(DATA)
>>>>>

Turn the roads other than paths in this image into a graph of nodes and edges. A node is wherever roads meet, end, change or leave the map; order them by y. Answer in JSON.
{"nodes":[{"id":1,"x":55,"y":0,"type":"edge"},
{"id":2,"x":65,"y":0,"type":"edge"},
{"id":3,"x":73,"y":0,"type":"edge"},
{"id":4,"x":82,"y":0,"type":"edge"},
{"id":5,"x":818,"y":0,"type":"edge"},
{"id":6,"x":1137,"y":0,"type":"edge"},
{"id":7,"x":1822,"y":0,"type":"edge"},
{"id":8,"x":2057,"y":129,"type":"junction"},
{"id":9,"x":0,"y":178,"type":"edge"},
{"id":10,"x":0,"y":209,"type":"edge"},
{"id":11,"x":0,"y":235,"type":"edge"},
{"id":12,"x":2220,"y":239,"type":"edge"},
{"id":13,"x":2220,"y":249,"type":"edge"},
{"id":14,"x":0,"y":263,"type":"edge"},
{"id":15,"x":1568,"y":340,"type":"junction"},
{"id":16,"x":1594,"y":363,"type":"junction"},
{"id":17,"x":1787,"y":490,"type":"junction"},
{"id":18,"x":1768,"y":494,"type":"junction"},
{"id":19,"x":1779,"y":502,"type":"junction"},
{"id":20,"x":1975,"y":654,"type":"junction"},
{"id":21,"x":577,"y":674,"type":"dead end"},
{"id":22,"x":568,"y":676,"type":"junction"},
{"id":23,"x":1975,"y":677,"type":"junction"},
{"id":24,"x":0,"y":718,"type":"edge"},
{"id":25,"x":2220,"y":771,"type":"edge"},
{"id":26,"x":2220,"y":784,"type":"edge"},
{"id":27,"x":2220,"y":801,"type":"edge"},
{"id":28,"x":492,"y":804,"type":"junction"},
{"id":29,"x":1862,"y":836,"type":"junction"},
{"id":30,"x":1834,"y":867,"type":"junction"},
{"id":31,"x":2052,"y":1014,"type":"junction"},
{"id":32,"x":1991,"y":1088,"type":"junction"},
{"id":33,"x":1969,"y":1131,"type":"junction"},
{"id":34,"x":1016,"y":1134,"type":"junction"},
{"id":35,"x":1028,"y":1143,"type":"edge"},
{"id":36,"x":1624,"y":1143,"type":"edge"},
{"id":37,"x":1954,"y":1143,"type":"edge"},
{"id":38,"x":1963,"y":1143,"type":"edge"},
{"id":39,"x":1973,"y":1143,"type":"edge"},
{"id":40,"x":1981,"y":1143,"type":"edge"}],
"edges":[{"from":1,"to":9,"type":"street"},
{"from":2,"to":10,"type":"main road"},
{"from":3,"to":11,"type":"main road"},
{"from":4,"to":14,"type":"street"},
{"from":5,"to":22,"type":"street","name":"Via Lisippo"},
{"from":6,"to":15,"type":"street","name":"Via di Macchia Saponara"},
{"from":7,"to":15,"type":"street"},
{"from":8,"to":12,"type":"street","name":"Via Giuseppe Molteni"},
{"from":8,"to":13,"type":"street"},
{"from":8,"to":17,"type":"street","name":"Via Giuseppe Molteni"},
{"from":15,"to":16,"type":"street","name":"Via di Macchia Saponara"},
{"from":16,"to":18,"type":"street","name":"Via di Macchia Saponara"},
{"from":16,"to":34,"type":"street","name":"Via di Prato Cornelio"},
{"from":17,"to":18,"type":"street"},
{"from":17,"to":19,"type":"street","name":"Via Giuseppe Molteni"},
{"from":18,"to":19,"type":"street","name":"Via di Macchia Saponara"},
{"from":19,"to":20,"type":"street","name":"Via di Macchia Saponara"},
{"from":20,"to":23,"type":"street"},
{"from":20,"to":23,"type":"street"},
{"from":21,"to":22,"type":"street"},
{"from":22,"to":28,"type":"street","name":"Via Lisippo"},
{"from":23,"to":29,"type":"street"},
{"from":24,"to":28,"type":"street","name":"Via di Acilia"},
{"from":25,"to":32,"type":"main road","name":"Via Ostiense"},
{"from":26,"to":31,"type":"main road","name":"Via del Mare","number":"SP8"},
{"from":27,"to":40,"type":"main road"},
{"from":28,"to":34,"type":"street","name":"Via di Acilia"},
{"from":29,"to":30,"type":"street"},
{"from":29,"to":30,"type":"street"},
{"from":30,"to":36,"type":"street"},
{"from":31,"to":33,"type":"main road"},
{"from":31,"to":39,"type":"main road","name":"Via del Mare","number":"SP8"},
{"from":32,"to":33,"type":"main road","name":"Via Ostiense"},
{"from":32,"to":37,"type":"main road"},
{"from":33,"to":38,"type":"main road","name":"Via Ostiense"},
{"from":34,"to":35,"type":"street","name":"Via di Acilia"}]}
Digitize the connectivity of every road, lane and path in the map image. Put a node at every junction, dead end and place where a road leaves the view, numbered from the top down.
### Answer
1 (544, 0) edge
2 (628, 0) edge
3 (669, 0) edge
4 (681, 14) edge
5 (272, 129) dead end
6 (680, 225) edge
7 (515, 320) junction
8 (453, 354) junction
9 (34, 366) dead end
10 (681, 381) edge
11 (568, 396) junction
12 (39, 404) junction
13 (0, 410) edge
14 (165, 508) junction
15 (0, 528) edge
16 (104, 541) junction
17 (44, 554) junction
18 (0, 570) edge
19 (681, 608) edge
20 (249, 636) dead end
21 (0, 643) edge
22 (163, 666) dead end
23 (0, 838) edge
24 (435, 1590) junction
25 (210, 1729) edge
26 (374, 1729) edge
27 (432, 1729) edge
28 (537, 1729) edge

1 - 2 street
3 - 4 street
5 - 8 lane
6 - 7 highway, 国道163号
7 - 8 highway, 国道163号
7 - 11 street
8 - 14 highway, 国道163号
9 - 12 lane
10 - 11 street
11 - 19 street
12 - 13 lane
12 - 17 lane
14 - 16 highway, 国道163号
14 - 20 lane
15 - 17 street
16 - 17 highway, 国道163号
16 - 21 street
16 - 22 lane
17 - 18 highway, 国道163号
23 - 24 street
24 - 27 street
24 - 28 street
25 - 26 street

<<<<<

Would you reproduce the full listing shown above, word for word?

(TASK RESULT)
Turn the roads other than paths in this image into a graph of nodes and edges. A node is wherever roads meet, end, change or leave the map; order them by y. Answer in JSON.
{"nodes":[{"id":1,"x":55,"y":0,"type":"edge"},
{"id":2,"x":65,"y":0,"type":"edge"},
{"id":3,"x":73,"y":0,"type":"edge"},
{"id":4,"x":82,"y":0,"type":"edge"},
{"id":5,"x":818,"y":0,"type":"edge"},
{"id":6,"x":1137,"y":0,"type":"edge"},
{"id":7,"x":1822,"y":0,"type":"edge"},
{"id":8,"x":2057,"y":129,"type":"junction"},
{"id":9,"x":0,"y":178,"type":"edge"},
{"id":10,"x":0,"y":209,"type":"edge"},
{"id":11,"x":0,"y":235,"type":"edge"},
{"id":12,"x":2220,"y":239,"type":"edge"},
{"id":13,"x":2220,"y":249,"type":"edge"},
{"id":14,"x":0,"y":263,"type":"edge"},
{"id":15,"x":1568,"y":340,"type":"junction"},
{"id":16,"x":1594,"y":363,"type":"junction"},
{"id":17,"x":1787,"y":490,"type":"junction"},
{"id":18,"x":1768,"y":494,"type":"junction"},
{"id":19,"x":1779,"y":502,"type":"junction"},
{"id":20,"x":1975,"y":654,"type":"junction"},
{"id":21,"x":577,"y":674,"type":"dead end"},
{"id":22,"x":568,"y":676,"type":"junction"},
{"id":23,"x":1975,"y":677,"type":"junction"},
{"id":24,"x":0,"y":718,"type":"edge"},
{"id":25,"x":2220,"y":771,"type":"edge"},
{"id":26,"x":2220,"y":784,"type":"edge"},
{"id":27,"x":2220,"y":801,"type":"edge"},
{"id":28,"x":492,"y":804,"type":"junction"},
{"id":29,"x":1862,"y":836,"type":"junction"},
{"id":30,"x":1834,"y":867,"type":"junction"},
{"id":31,"x":2052,"y":1014,"type":"junction"},
{"id":32,"x":1991,"y":1088,"type":"junction"},
{"id":33,"x":1969,"y":1131,"type":"junction"},
{"id":34,"x":1016,"y":1134,"type":"junction"},
{"id":35,"x":1028,"y":1143,"type":"edge"},
{"id":36,"x":1624,"y":1143,"type":"edge"},
{"id":37,"x":1954,"y":1143,"type":"edge"},
{"id":38,"x":1963,"y":1143,"type":"edge"},
{"id":39,"x":1973,"y":1143,"type":"edge"},
{"id":40,"x":1981,"y":1143,"type":"edge"}],
"edges":[{"from":1,"to":9,"type":"street"},
{"from":2,"to":10,"type":"main road"},
{"from":3,"to":11,"type":"main road"},
{"from":4,"to":14,"type":"street"},
{"from":5,"to":22,"type":"street","name":"Via Lisippo"},
{"from":6,"to":15,"type":"street","name":"Via di Macchia Saponara"},
{"from":7,"to":15,"type":"street"},
{"from":8,"to":12,"type":"street","name":"Via Giuseppe Molteni"},
{"from":8,"to":13,"type":"street"},
{"from":8,"to":17,"type":"street","name":"Via Giuseppe Molteni"},
{"from":15,"to":16,"type":"street","name":"Via di Macchia Saponara"},
{"from":16,"to":18,"type":"street","name":"Via di Macchia Saponara"},
{"from":16,"to":34,"type":"street","name":"Via di Prato Cornelio"},
{"from":17,"to":18,"type":"street"},
{"from":17,"to":19,"type":"street","name":"Via Giuseppe Molteni"},
{"from":18,"to":19,"type":"street","name":"Via di Macchia Saponara"},
{"from":19,"to":20,"type":"street","name":"Via di Macchia Saponara"},
{"from":20,"to":23,"type":"street"},
{"from":20,"to":23,"type":"street"},
{"from":21,"to":22,"type":"street"},
{"from":22,"to":28,"type":"street","name":"Via Lisippo"},
{"from":23,"to":29,"type":"street"},
{"from":24,"to":28,"type":"street","name":"Via di Acilia"},
{"from":25,"to":32,"type":"main road","name":"Via Ostiense"},
{"from":26,"to":31,"type":"main road","name":"Via del Mare","number":"SP8"},
{"from":27,"to":40,"type":"main road"},
{"from":28,"to":34,"type":"street","name":"Via di Acilia"},
{"from":29,"to":30,"type":"street"},
{"from":29,"to":30,"type":"street"},
{"from":30,"to":36,"type":"street"},
{"from":31,"to":33,"type":"main road"},
{"from":31,"to":39,"type":"main road","name":"Via del Mare","number":"SP8"},
{"from":32,"to":33,"type":"main road","name":"Via Ostiense"},
{"from":32,"to":37,"type":"main road"},
{"from":33,"to":38,"type":"main road","name":"Via Ostiense"},
{"from":34,"to":35,"type":"street","name":"Via di Acilia"}]}
Digitize the connectivity of every road, lane and path in the map image. Put a node at every junction, dead end and place where a road leaves the view, numbered from the top down.
### Answer
1 (544, 0) edge
2 (628, 0) edge
3 (669, 0) edge
4 (681, 14) edge
5 (272, 129) dead end
6 (680, 225) edge
7 (515, 320) junction
8 (453, 354) junction
9 (34, 366) dead end
10 (681, 381) edge
11 (568, 396) junction
12 (39, 404) junction
13 (0, 410) edge
14 (165, 508) junction
15 (0, 528) edge
16 (104, 541) junction
17 (44, 554) junction
18 (0, 570) edge
19 (681, 608) edge
20 (249, 636) dead end
21 (0, 643) edge
22 (163, 666) dead end
23 (0, 838) edge
24 (435, 1590) junction
25 (210, 1729) edge
26 (374, 1729) edge
27 (432, 1729) edge
28 (537, 1729) edge

1 - 2 street
3 - 4 street
5 - 8 lane
6 - 7 highway, 国道163号
7 - 8 highway, 国道163号
7 - 11 street
8 - 14 highway, 国道163号
9 - 12 lane
10 - 11 street
11 - 19 street
12 - 13 lane
12 - 17 lane
14 - 16 highway, 国道163号
14 - 20 lane
15 - 17 street
16 - 17 highway, 国道163号
16 - 21 street
16 - 22 lane
17 - 18 highway, 国道163号
23 - 24 street
24 - 27 street
24 - 28 street
25 - 26 street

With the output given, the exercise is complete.